Louis Althusser began Reading Capital with the statement, ‘We have all certainly read and are all reading [Marx’s] Capital.’ While Althusser is undoubtedly addressing here his seminar, the focus of which was precisely Marx’s Capital, the sentence that follows elevates the act of reading this particular text to the status of the universal: the entire world has read and is reading Capital. Marx has been read for ‘nearly a century’ not only by ‘us’ (that is, all of us) but for us and to us even, and especially when we are not aware of it. And this paradox – that of our having read a text without knowing it – is made possible by the fact that Capital, Marx’s theoretical work, is not limited to or contained by a book or set of books: ‘we have been able to read it every day transparently in the dramas and dreams of our history, in its debates and conflicts.’1 It is thus written in the history of the ‘workers’ movement’ and therefore in the words and acts of its leaders and its partisans, as well as its adversaries, whose works represent both a commentary on and a continuation of Marx’s text. Althusser insists, however, that the very universalization of Capital, the text, which undoubtedly occurs simultaneously with the universalization of the capital which is the object it seeks to analyse, renders a reading of Marx’s words, ‘to the letter’, all the more urgent.

To take Althusser’s position seriously today, forty years since he articulated it to his seminar, is to recognize that coextensive with, but distinct from, the theoretical imperative that requires us to read Marx ‘to the letter’ is the correlative necessity to read Adam Smith. For if the last forty years have shown us anything it is that we all have read and are still reading Smith, that he is read for us and to us far more than was ever the case with Marx and that his words shape our dreams and destinies especially when we cite them without knowing it, taking his words as our own. Smith is then the universal element within which our theory and practice takes shape, within which what lives on in Marx’s thought has its existence. This universality does not derive from the force of argument or empirical proof; the universality of Smith, a universality once contested and now reasserted, is immanent in a certain global balance of forces. Smith is the very idea of this now more or less stable balance of forces, the idea it has of itself.

How, then, is it possible to read Smith or to make sure that the Smith we read is not himself already a reading, Smith read for us rather than by us?
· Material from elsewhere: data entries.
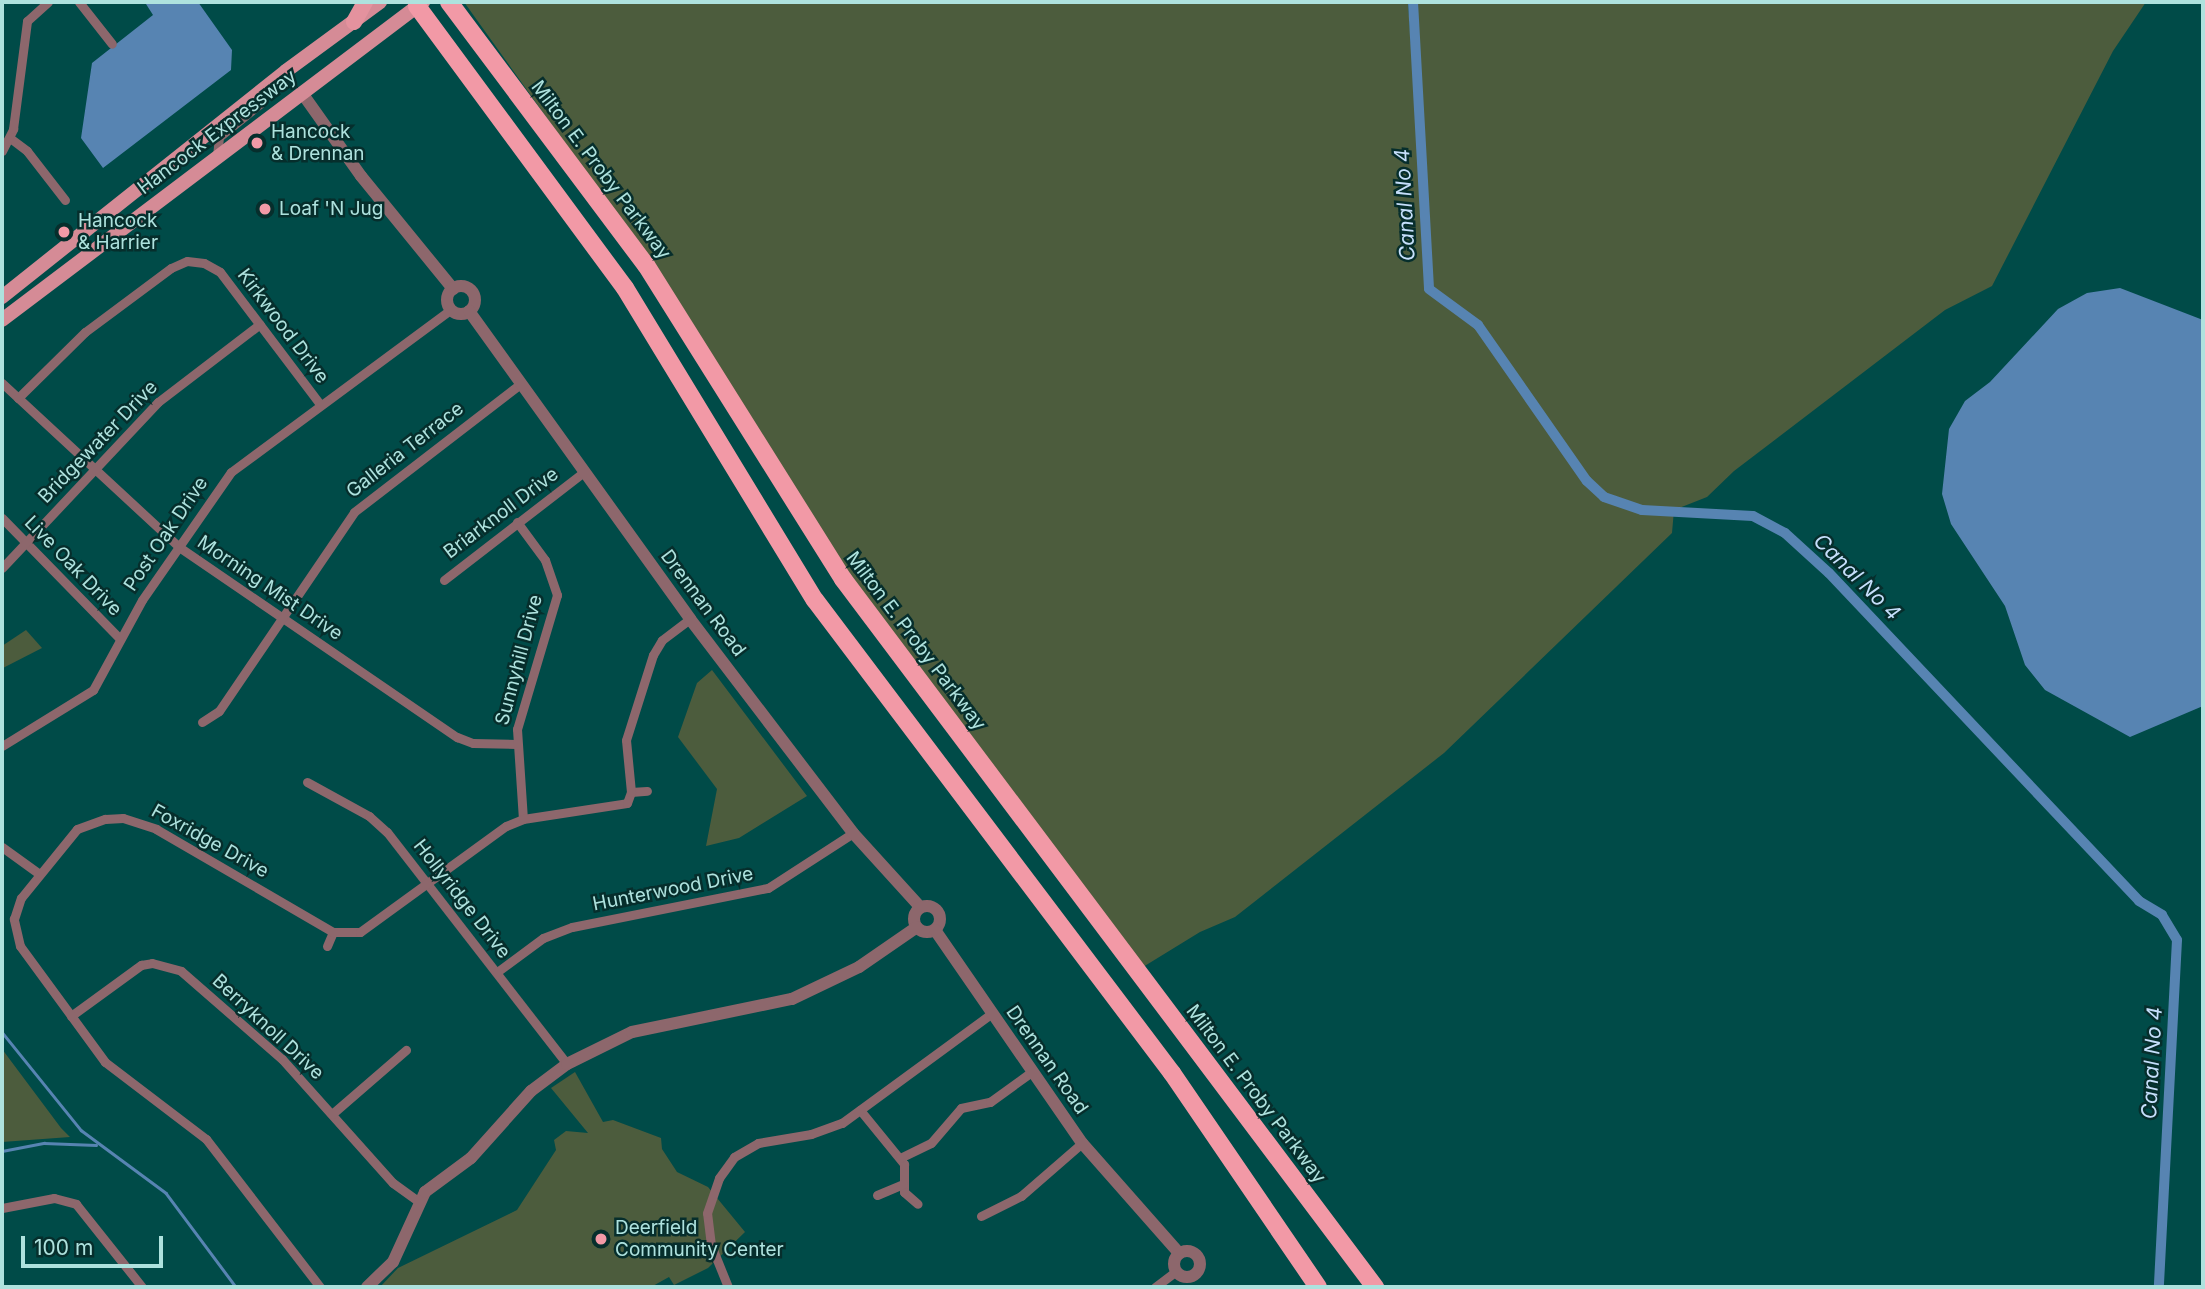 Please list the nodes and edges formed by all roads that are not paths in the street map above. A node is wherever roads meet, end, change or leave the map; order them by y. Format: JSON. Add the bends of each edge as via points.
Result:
{"nodes":[{"id":1,"x":48,"y":2,"type":"edge"},
{"id":2,"x":79,"y":2,"type":"edge"},
{"id":3,"x":365,"y":2,"type":"edge"},
{"id":4,"x":380,"y":2,"type":"edge"},
{"id":5,"x":449,"y":2,"type":"edge"},
{"id":6,"x":418,"y":3,"type":"edge"},
{"id":7,"x":354,"y":22,"type":"junction"},
{"id":8,"x":112,"y":44,"type":"dead end"},
{"id":9,"x":266,"y":86,"type":"junction"},
{"id":10,"x":302,"y":93,"type":"junction"},
{"id":11,"x":10,"y":138,"type":"junction"},
{"id":12,"x":2,"y":151,"type":"edge"},
{"id":13,"x":217,"y":156,"type":"junction"},
{"id":14,"x":65,"y":200,"type":"dead end"},
{"id":15,"x":199,"y":250,"type":"dead end"},
{"id":16,"x":196,"y":262,"type":"junction"},
{"id":17,"x":453,"y":289,"type":"junction"},
{"id":18,"x":2,"y":296,"type":"edge"},
{"id":19,"x":451,"y":309,"type":"junction"},
{"id":20,"x":469,"y":311,"type":"junction"},
{"id":21,"x":2,"y":320,"type":"edge"},
{"id":22,"x":260,"y":324,"type":"junction"},
{"id":23,"x":2,"y":383,"type":"edge"},
{"id":24,"x":519,"y":385,"type":"junction"},
{"id":25,"x":18,"y":398,"type":"junction"},
{"id":26,"x":320,"y":404,"type":"junction"},
{"id":27,"x":94,"y":471,"type":"junction"},
{"id":28,"x":581,"y":474,"type":"junction"},
{"id":29,"x":2,"y":518,"type":"edge"},
{"id":30,"x":517,"y":522,"type":"junction"},
{"id":31,"x":25,"y":544,"type":"junction"},
{"id":32,"x":178,"y":547,"type":"junction"},
{"id":33,"x":2,"y":568,"type":"edge"},
{"id":34,"x":444,"y":580,"type":"dead end"},
{"id":35,"x":284,"y":618,"type":"junction"},
{"id":36,"x":690,"y":619,"type":"junction"},
{"id":37,"x":120,"y":639,"type":"junction"},
{"id":38,"x":202,"y":722,"type":"dead end"},
{"id":39,"x":516,"y":744,"type":"junction"},
{"id":40,"x":2,"y":746,"type":"edge"},
{"id":41,"x":307,"y":782,"type":"dead end"},
{"id":42,"x":647,"y":791,"type":"dead end"},
{"id":43,"x":631,"y":792,"type":"junction"},
{"id":44,"x":523,"y":819,"type":"junction"},
{"id":45,"x":853,"y":832,"type":"junction"},
{"id":46,"x":2,"y":847,"type":"edge"},
{"id":47,"x":38,"y":873,"type":"junction"},
{"id":48,"x":428,"y":883,"type":"junction"},
{"id":49,"x":920,"y":907,"type":"junction"},
{"id":50,"x":916,"y":927,"type":"junction"},
{"id":51,"x":935,"y":930,"type":"junction"},
{"id":52,"x":333,"y":932,"type":"junction"},
{"id":53,"x":327,"y":946,"type":"dead end"},
{"id":54,"x":497,"y":972,"type":"junction"},
{"id":55,"x":991,"y":1014,"type":"junction"},
{"id":56,"x":71,"y":1016,"type":"junction"},
{"id":57,"x":406,"y":1049,"type":"dead end"},
{"id":58,"x":567,"y":1064,"type":"junction"},
{"id":59,"x":1030,"y":1073,"type":"junction"},
{"id":60,"x":860,"y":1110,"type":"junction"},
{"id":61,"x":332,"y":1114,"type":"junction"},
{"id":62,"x":1082,"y":1143,"type":"junction"},
{"id":63,"x":900,"y":1158,"type":"junction"},
{"id":64,"x":903,"y":1184,"type":"junction"},
{"id":65,"x":877,"y":1195,"type":"dead end"},
{"id":66,"x":418,"y":1201,"type":"junction"},
{"id":67,"x":918,"y":1204,"type":"dead end"},
{"id":68,"x":2,"y":1208,"type":"edge"},
{"id":69,"x":981,"y":1216,"type":"dead end"},
{"id":70,"x":1179,"y":1254,"type":"junction"},
{"id":71,"x":1176,"y":1272,"type":"junction"},
{"id":72,"x":1196,"y":1275,"type":"junction"},
{"id":73,"x":142,"y":1287,"type":"edge"},
{"id":74,"x":320,"y":1287,"type":"edge"},
{"id":75,"x":367,"y":1287,"type":"edge"},
{"id":76,"x":728,"y":1287,"type":"edge"},
{"id":77,"x":1155,"y":1287,"type":"edge"},
{"id":78,"x":1204,"y":1287,"type":"edge"},
{"id":79,"x":1318,"y":1287,"type":"edge"},
{"id":80,"x":1374,"y":1287,"type":"edge"}],
"edges":[{"from":1,"to":11,"type":"street","via":[[27,21]]},
{"from":2,"to":8,"type":"street"},
{"from":3,"to":7,"type":"highway"},
{"from":4,"to":7,"type":"main road","name":"Hancock Expressway"},
{"from":5,"to":80,"type":"highway","name":"Milton E. Proby Parkway","via":[[646,265],[843,579]]},
{"from":6,"to":10,"type":"main road","name":"Hancock Expressway"},
{"from":6,"to":79,"type":"highway","via":[[625,288],[808,590],[1172,1073]]},
{"from":7,"to":9,"type":"main road","name":"Hancock Expressway"},
{"from":9,"to":13,"type":"street","via":[[261,103],[219,136]]},
{"from":9,"to":18,"type":"main road","name":"Hancock Expressway"},
{"from":10,"to":13,"type":"main road","name":"Hancock Expressway"},
{"from":10,"to":17,"type":"street","via":[[361,176]]},
{"from":11,"to":12,"type":"street"},
{"from":11,"to":14,"type":"street","via":[[27,151]]},
{"from":13,"to":21,"type":"main road","name":"Hancock Expressway"},
{"from":15,"to":16,"type":"street"},
{"from":16,"to":22,"type":"street","name":"Kirkwood Drive","via":[[220,272]]},
{"from":16,"to":25,"type":"street","via":[[171,268],[85,332]]},
{"from":17,"to":19,"type":"street","via":[[448,296]]},
{"from":17,"to":20,"type":"street","via":[[461,286],[472,292],[475,300]]},
{"from":19,"to":20,"type":"street"},
{"from":19,"to":26,"type":"street","name":"Post Oak Drive"},
{"from":20,"to":24,"type":"street","name":"Drennan Road"},
{"from":22,"to":26,"type":"street","name":"Kirkwood Drive"},
{"from":22,"to":27,"type":"street","name":"Bridgewater Drive","via":[[158,402]]},
{"from":23,"to":25,"type":"street","name":"Morning Mist Drive"},
{"from":24,"to":28,"type":"street","name":"Drennan Road"},
{"from":24,"to":35,"type":"street","name":"Galleria Terrace","via":[[366,501]]},
{"from":25,"to":27,"type":"street","name":"Morning Mist Drive"},
{"from":26,"to":32,"type":"street","name":"Post Oak Drive","via":[[231,472]]},
{"from":27,"to":31,"type":"street","name":"Bridgewater Drive"},
{"from":27,"to":32,"type":"street","name":"Morning Mist Drive"},
{"from":28,"to":30,"type":"street","name":"Briarknoll Drive"},
{"from":28,"to":36,"type":"street","name":"Drennan Road"},
{"from":29,"to":31,"type":"street","name":"Live Oak Drive"},
{"from":30,"to":34,"type":"street","name":"Briarknoll Drive"},
{"from":30,"to":39,"type":"street","name":"Sunnyhill Drive","via":[[545,560],[556,595],[519,714]]},
{"from":31,"to":33,"type":"street","name":"Bridgewater Drive"},
{"from":31,"to":37,"type":"street","name":"Live Oak Drive"},
{"from":32,"to":35,"type":"street","name":"Morning Mist Drive"},
{"from":32,"to":37,"type":"street","name":"Post Oak Drive"},
{"from":35,"to":38,"type":"street","name":"Galleria Terrace","via":[[219,711]]},
{"from":35,"to":39,"type":"street","name":"Morning Mist Drive","via":[[464,741]]},
{"from":36,"to":43,"type":"street","via":[[662,640],[653,655],[626,740]]},
{"from":36,"to":45,"type":"street","name":"Drennan Road"},
{"from":37,"to":40,"type":"street","name":"Post Oak Drive","via":[[104,674],[86,696]]},
{"from":39,"to":44,"type":"street","name":"Sunnyhill Drive"},
{"from":41,"to":48,"type":"street","name":"Hollyridge Drive","via":[[379,824]]},
{"from":42,"to":43,"type":"street"},
{"from":43,"to":44,"type":"street","via":[[627,803]]},
{"from":44,"to":48,"type":"street","via":[[491,834]]},
{"from":45,"to":49,"type":"street","name":"Drennan Road"},
{"from":45,"to":54,"type":"street","name":"Hunterwood Drive","via":[[805,868],[768,888],[572,927],[543,938]]},
{"from":46,"to":47,"type":"street"},
{"from":47,"to":52,"type":"street","name":"Foxridge Drive","via":[[78,829],[105,819],[139,821]]},
{"from":47,"to":56,"type":"street","name":"Foxridge Drive","via":[[17,908],[15,929],[27,958]]},
{"from":48,"to":52,"type":"street","via":[[371,927],[360,932]]},
{"from":48,"to":54,"type":"street","name":"Hollyridge Drive"},
{"from":49,"to":50,"type":"street","via":[[915,914]]},
{"from":49,"to":51,"type":"street","via":[[937,910],[941,918]]},
{"from":50,"to":51,"type":"street","via":[[923,932]]},
{"from":50,"to":58,"type":"street","via":[[859,967],[801,995],[753,1010],[632,1032]]},
{"from":51,"to":55,"type":"street","name":"Drennan Road"},
{"from":52,"to":53,"type":"street"},
{"from":54,"to":58,"type":"street","name":"Hollyridge Drive"},
{"from":55,"to":59,"type":"street","name":"Drennan Road"},
{"from":55,"to":60,"type":"street"},
{"from":56,"to":61,"type":"street","name":"Berryknoll Drive","via":[[139,961],[181,971],[282,1059]]},
{"from":56,"to":74,"type":"street","name":"Foxridge Drive","via":[[117,1073],[206,1139]]},
{"from":57,"to":61,"type":"street"},
{"from":58,"to":66,"type":"street","via":[[531,1091],[471,1158],[433,1184]]},
{"from":59,"to":62,"type":"street","name":"Drennan Road"},
{"from":59,"to":63,"type":"street","via":[[990,1102],[961,1108],[931,1143]]},
{"from":60,"to":63,"type":"street"},
{"from":60,"to":76,"type":"street","via":[[828,1129],[748,1147],[725,1167],[707,1213],[711,1245]]},
{"from":61,"to":66,"type":"street","name":"Berryknoll Drive","via":[[393,1183]]},
{"from":62,"to":69,"type":"street","name":"Drennan Road","via":[[1021,1196]]},
{"from":62,"to":70,"type":"street","name":"Drennan Road"},
{"from":63,"to":64,"type":"street"},
{"from":64,"to":65,"type":"street"},
{"from":64,"to":67,"type":"street"},
{"from":66,"to":75,"type":"street","via":[[398,1253],[383,1275]]},
{"from":68,"to":73,"type":"street","via":[[54,1198],[76,1204]]},
{"from":70,"to":71,"type":"street"},
{"from":70,"to":72,"type":"street","via":[[1196,1254],[1201,1262]]},
{"from":71,"to":72,"type":"street","via":[[1187,1278]]},
{"from":71,"to":77,"type":"street"},
{"from":72,"to":78,"type":"street"}]} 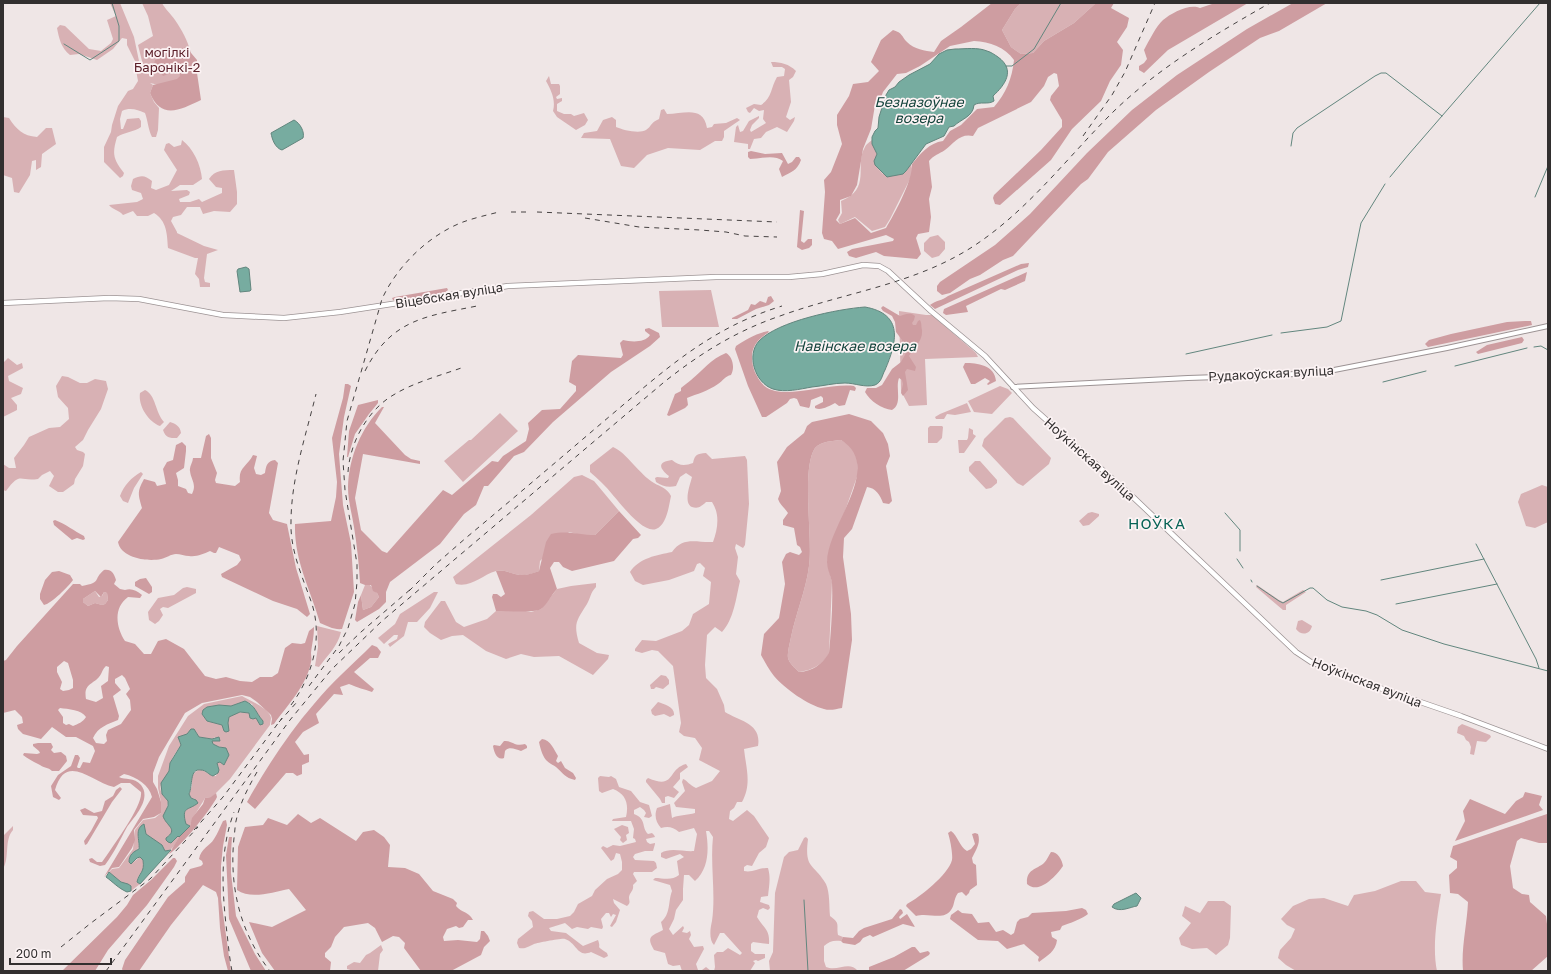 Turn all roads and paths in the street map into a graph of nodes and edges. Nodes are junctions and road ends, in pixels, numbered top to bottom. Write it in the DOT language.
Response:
graph roads {
  1 [pos="782,276"];
  2 [pos="3,303"];
  3 [pos="1548,326"];
  4 [pos="1013,387"];
  5 [pos="1548,749"];
  1 -- 2 [label="main road, Віцебская вуліца"];
  1 -- 4 [label="main road, Ноўкінская вуліца"];
  3 -- 4 [label="street, Рудакоўская вуліца"];
  4 -- 5 [label="main road, Ноўкінская вуліца"];
}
Perhaps the best way, or even the only way, to begin to read him is to examine a reader in the act of reading Smith. I propose, then, to take as my starting point a reader who neither admits that he is reading Smith nor in his reading is particularly faithful to the text or texts he reads, but whose reading, by virtue of its singular force, opens a certain space for thought, making it possible to read Smith in a new way.